# Action item
Only the count is wanted here: how many lines of the entries hold the string "dict"?

# Source data
================================
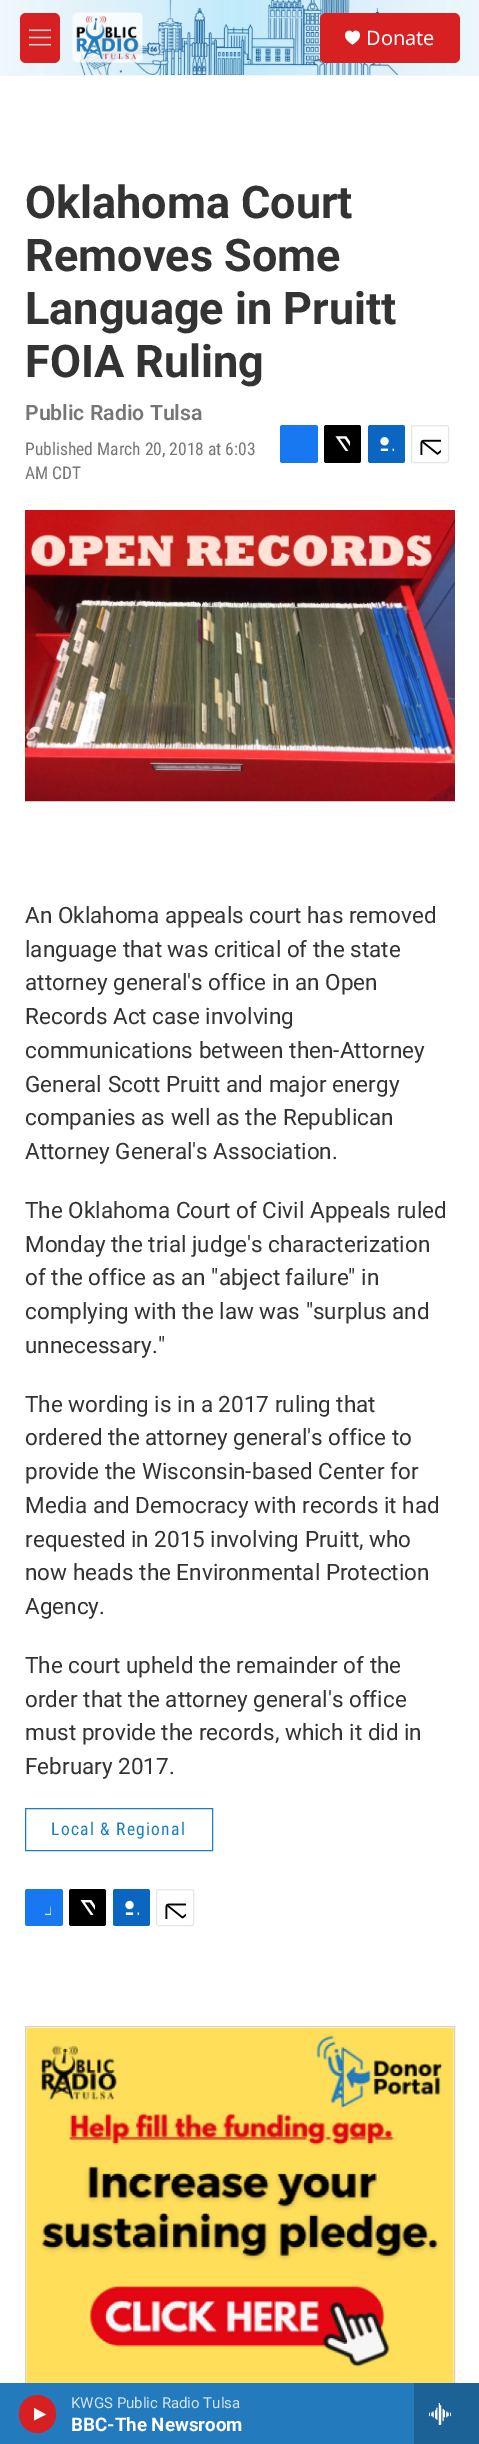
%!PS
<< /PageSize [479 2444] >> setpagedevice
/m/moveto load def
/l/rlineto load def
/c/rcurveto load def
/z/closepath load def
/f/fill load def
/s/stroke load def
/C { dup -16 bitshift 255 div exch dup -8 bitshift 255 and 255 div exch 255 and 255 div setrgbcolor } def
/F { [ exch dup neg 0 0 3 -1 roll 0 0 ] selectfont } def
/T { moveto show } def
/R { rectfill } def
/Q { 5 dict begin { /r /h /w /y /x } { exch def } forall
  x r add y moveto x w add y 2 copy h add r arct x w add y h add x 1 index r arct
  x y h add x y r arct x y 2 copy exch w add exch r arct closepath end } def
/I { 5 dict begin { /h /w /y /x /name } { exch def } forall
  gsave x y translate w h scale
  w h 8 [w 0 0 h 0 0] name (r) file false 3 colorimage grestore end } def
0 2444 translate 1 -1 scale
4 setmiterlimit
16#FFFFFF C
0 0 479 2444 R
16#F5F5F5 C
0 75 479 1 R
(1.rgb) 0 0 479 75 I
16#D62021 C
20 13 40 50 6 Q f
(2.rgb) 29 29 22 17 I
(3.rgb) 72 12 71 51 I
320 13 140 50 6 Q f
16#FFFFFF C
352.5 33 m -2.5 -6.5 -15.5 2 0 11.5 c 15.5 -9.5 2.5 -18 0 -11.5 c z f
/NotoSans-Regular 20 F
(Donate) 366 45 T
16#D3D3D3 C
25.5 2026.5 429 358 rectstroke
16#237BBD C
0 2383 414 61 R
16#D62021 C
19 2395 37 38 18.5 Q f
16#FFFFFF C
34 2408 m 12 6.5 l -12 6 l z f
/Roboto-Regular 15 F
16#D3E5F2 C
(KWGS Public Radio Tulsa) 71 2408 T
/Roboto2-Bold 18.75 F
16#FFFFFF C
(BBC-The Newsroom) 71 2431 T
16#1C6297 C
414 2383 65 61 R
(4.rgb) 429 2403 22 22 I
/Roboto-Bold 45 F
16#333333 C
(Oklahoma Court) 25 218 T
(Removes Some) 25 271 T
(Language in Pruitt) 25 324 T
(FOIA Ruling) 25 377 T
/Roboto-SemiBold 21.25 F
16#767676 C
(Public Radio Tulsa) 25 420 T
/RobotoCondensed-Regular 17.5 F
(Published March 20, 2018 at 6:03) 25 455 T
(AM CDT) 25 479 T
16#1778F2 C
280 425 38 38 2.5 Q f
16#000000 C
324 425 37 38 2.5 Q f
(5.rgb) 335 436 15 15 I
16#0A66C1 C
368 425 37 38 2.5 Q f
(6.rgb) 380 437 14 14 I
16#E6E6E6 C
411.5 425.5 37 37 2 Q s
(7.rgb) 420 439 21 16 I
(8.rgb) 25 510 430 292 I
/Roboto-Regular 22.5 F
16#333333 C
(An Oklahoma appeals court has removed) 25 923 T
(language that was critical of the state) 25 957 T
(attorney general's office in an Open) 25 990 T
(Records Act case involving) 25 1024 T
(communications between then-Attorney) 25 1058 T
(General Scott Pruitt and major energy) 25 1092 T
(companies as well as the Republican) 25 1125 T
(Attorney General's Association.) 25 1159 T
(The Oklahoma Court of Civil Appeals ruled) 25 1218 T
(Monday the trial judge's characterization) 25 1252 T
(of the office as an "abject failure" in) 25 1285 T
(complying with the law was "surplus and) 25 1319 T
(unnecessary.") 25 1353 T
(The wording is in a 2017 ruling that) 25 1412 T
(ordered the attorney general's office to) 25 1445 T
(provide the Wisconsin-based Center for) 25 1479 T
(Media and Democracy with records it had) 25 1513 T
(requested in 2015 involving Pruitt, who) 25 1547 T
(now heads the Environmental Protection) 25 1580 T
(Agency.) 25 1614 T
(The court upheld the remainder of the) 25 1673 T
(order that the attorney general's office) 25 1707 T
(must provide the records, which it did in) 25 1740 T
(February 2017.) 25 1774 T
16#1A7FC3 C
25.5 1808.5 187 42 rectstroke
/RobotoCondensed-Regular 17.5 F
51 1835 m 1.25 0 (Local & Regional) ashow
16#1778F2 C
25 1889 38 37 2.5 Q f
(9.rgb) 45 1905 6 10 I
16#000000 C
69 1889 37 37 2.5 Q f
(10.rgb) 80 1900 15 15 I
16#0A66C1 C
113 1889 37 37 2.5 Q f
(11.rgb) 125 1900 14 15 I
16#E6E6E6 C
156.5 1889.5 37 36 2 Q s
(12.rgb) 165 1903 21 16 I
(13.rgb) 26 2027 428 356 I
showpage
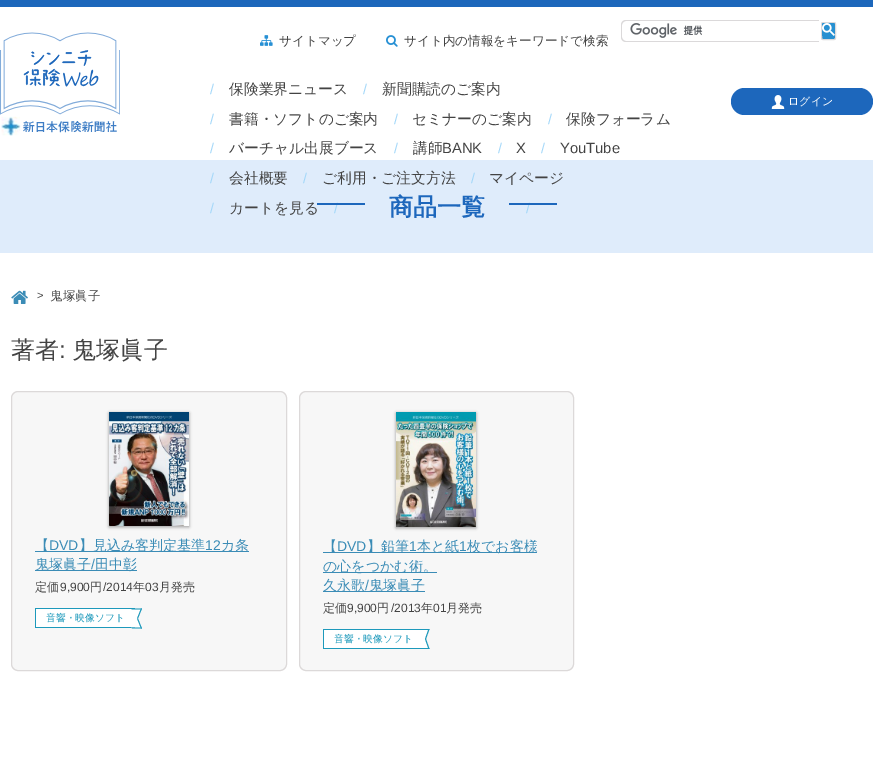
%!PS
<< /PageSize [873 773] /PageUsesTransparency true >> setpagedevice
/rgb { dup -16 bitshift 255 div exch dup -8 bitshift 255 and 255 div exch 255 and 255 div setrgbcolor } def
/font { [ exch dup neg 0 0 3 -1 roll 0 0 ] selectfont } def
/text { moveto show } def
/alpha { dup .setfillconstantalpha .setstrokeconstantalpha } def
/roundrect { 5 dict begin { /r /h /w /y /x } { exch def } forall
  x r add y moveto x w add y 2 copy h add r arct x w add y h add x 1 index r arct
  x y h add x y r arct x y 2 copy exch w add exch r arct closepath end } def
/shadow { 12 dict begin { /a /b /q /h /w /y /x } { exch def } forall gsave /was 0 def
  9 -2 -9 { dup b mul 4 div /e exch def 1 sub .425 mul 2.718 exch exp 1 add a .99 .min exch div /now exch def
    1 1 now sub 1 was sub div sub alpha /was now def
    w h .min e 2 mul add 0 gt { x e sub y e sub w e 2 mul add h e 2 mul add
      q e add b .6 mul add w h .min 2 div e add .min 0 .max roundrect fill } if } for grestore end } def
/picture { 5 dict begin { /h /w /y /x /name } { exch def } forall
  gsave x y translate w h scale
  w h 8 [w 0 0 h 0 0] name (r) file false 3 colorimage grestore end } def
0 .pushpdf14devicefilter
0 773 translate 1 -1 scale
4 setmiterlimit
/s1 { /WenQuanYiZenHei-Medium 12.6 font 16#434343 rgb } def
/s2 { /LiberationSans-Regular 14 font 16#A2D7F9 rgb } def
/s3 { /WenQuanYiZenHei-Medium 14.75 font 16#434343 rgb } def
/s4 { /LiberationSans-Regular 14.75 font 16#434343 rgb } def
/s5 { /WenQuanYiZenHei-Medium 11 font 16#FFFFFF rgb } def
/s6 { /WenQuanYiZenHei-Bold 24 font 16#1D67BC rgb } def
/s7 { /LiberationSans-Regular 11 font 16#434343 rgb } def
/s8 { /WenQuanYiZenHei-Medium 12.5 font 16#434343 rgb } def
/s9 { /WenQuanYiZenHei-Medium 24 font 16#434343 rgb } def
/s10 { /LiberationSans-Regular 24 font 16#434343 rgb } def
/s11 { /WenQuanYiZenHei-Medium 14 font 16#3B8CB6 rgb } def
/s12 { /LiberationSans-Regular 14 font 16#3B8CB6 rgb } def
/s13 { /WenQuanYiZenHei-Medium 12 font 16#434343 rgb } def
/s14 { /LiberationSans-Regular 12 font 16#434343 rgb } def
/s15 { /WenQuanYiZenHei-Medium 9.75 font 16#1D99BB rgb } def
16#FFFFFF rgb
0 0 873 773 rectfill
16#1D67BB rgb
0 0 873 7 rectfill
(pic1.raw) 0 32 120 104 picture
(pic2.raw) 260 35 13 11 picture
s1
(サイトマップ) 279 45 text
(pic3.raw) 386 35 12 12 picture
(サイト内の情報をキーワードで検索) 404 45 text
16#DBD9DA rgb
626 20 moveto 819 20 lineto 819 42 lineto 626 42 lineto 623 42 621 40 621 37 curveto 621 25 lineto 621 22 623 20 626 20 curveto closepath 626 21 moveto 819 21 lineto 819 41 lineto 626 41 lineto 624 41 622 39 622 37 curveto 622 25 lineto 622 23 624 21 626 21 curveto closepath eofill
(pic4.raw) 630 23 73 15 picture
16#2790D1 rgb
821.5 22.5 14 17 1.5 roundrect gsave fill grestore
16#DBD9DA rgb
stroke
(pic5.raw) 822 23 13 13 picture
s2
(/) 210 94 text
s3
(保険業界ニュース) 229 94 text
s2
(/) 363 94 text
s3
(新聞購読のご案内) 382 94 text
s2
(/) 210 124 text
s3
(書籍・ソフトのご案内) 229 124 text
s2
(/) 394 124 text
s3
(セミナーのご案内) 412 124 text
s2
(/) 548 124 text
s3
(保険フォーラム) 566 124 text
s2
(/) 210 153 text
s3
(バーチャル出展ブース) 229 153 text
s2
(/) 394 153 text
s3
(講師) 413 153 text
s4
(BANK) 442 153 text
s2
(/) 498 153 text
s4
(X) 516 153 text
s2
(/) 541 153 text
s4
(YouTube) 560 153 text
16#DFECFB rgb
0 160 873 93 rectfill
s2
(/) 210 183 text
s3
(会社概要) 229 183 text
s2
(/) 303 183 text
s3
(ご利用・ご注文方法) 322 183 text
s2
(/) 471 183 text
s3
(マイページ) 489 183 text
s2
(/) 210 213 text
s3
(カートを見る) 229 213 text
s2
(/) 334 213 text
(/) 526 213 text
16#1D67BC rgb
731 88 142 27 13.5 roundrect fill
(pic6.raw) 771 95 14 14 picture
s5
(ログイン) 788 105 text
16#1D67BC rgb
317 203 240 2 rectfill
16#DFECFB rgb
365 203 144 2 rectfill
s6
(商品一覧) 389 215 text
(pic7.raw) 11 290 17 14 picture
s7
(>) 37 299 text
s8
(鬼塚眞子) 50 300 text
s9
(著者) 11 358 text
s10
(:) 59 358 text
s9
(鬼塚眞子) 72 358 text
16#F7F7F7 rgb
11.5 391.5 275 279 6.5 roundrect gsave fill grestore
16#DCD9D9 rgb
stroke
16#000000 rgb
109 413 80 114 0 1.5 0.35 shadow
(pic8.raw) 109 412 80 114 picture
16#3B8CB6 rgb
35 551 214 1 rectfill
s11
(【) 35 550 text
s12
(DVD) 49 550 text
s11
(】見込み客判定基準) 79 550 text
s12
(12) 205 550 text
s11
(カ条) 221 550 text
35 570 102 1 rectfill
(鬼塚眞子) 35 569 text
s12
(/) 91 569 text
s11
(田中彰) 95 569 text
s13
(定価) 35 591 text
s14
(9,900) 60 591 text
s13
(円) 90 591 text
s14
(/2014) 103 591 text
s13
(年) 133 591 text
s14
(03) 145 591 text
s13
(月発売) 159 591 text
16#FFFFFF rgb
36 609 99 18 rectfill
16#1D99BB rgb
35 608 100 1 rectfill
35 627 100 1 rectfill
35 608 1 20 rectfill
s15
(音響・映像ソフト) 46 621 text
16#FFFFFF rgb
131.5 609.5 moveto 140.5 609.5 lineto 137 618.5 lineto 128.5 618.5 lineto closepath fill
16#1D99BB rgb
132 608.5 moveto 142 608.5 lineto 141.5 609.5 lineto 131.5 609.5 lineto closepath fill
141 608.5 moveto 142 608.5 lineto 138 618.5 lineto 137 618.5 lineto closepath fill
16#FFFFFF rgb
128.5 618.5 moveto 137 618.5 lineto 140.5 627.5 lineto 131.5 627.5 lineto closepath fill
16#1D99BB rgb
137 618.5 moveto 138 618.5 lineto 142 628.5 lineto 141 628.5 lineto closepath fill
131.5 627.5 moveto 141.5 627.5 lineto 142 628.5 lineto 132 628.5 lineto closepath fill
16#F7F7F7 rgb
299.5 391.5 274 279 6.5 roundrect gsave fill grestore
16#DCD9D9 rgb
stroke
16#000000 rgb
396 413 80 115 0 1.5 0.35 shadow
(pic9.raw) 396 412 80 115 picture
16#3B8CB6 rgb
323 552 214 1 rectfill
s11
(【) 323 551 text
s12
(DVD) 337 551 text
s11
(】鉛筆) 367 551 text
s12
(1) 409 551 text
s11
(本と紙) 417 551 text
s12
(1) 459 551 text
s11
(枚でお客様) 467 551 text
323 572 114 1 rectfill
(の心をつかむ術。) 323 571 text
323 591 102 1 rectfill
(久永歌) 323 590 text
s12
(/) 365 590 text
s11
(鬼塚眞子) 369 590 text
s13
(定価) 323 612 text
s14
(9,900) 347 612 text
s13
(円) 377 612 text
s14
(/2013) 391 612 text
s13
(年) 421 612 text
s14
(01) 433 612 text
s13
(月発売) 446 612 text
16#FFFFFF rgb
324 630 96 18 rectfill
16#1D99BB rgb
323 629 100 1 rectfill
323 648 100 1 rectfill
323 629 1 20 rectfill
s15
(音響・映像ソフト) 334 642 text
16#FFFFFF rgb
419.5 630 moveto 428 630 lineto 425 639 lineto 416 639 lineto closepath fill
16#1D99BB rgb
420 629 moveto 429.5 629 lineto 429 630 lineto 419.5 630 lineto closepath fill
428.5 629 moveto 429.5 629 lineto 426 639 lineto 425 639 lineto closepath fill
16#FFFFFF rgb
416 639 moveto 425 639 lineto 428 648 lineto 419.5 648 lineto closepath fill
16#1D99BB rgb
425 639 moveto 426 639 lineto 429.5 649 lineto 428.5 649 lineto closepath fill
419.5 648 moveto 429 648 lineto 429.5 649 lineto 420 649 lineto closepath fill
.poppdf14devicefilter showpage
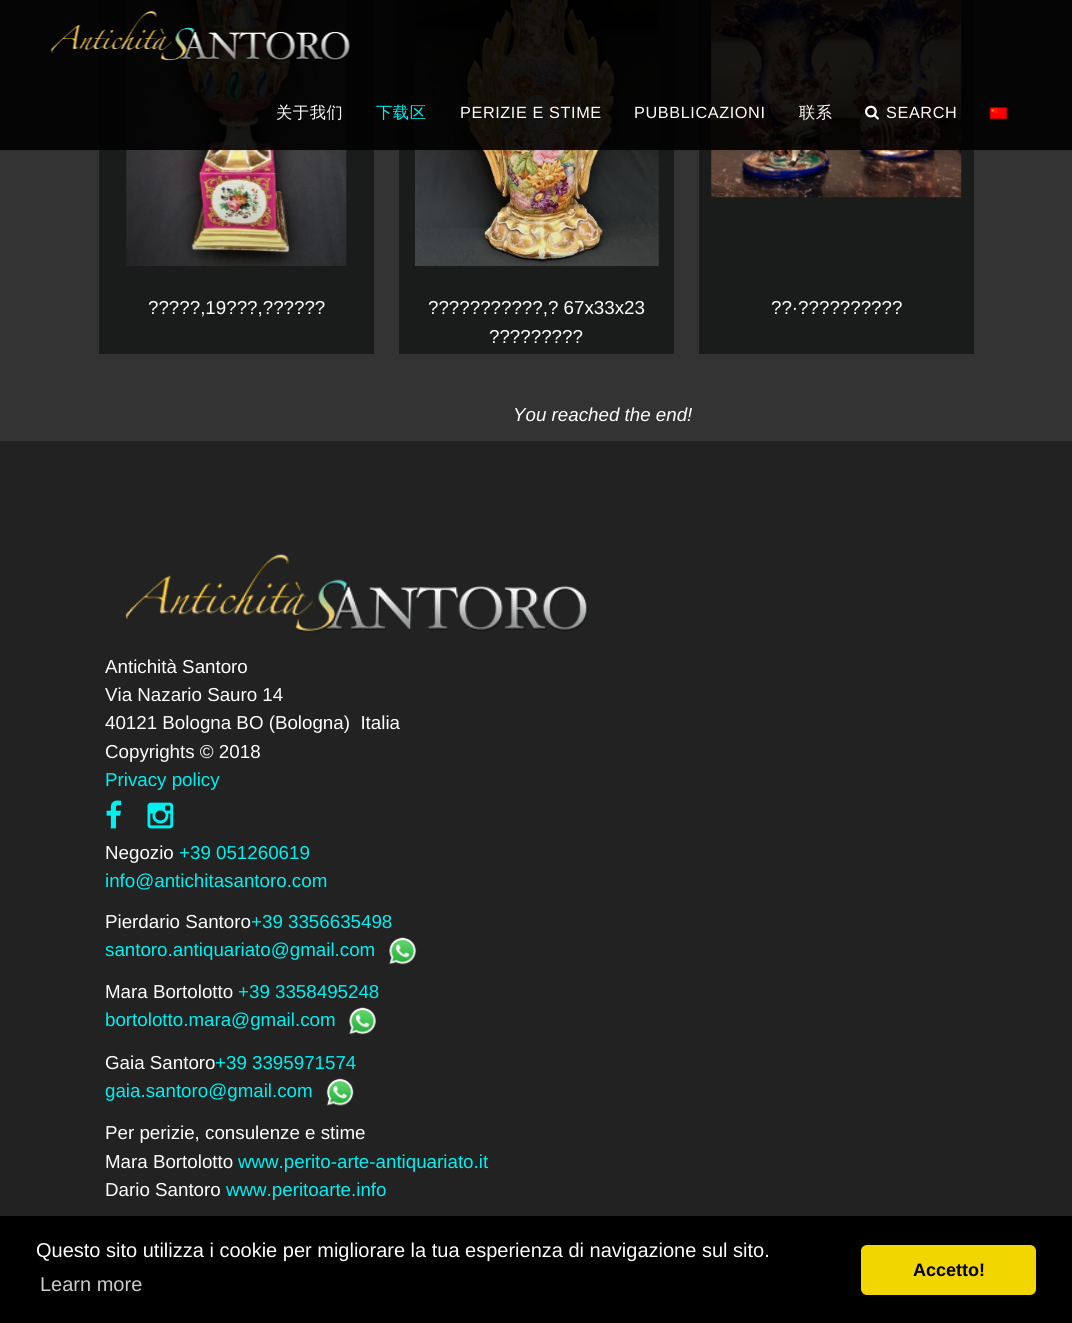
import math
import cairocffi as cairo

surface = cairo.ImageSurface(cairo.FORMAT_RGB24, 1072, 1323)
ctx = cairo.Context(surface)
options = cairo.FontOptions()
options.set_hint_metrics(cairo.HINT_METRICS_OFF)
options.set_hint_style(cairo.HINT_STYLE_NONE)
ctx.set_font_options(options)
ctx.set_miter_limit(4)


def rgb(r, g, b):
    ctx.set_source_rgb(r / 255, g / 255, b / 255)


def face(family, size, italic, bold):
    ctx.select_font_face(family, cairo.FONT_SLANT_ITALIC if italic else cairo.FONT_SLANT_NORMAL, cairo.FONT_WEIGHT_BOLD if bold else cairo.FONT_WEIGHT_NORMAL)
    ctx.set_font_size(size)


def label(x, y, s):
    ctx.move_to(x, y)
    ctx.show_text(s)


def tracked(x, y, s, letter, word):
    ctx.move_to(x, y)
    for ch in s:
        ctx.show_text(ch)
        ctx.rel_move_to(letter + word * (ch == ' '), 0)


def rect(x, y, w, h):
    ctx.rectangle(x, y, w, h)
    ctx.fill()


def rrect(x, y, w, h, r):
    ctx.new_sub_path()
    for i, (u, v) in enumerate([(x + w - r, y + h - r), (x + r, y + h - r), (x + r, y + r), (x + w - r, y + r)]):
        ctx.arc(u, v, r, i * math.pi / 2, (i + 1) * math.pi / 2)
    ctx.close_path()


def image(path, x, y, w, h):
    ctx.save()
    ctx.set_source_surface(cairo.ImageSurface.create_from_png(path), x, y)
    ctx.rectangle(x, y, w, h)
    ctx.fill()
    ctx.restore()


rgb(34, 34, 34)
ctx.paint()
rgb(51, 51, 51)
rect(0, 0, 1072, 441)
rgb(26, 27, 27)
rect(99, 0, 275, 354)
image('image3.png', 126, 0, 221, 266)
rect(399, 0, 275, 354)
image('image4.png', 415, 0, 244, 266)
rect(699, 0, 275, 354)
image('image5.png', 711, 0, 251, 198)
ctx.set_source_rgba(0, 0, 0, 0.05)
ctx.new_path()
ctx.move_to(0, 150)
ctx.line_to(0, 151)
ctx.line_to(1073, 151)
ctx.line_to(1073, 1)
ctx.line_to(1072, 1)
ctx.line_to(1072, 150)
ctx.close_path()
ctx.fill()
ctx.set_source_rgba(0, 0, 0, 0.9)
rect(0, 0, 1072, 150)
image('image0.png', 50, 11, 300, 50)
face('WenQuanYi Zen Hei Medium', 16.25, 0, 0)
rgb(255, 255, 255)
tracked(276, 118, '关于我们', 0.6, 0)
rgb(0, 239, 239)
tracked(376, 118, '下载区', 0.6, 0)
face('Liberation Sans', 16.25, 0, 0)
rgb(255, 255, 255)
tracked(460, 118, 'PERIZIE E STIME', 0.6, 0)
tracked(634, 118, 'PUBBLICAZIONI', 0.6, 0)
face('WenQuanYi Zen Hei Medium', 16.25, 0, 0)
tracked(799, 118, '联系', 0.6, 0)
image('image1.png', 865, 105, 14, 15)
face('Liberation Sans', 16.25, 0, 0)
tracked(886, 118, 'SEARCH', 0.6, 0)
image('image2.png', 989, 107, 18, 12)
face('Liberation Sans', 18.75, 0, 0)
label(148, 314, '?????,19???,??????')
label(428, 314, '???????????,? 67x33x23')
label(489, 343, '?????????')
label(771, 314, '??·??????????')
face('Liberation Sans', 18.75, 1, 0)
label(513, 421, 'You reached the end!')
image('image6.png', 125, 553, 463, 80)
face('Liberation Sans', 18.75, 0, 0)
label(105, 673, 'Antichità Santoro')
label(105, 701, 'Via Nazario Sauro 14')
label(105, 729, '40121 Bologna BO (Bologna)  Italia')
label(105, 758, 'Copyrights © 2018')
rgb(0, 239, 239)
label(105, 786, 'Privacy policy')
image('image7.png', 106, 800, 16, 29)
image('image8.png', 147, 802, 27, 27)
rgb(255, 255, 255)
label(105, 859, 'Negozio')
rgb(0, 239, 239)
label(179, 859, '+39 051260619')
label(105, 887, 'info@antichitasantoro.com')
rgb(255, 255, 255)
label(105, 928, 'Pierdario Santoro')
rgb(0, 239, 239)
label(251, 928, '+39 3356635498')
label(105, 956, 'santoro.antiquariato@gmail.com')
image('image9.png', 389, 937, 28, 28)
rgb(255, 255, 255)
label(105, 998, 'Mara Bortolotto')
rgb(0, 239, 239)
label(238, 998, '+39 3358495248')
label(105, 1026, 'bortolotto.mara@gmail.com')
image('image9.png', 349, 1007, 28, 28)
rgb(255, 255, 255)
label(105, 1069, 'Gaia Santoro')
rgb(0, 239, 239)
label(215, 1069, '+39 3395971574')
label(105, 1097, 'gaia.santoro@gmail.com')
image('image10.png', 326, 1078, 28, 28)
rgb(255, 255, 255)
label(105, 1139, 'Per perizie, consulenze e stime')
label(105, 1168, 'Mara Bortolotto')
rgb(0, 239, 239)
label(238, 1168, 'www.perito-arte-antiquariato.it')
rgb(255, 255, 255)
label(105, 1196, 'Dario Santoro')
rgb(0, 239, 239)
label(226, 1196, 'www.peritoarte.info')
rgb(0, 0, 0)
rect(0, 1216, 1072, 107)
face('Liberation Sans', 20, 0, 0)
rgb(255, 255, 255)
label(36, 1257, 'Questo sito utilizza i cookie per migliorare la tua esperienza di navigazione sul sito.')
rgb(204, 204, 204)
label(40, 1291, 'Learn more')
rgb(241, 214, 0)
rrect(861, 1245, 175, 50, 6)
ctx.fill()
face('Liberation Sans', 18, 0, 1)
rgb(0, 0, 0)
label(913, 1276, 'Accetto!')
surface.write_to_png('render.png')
================================
# Solution below
5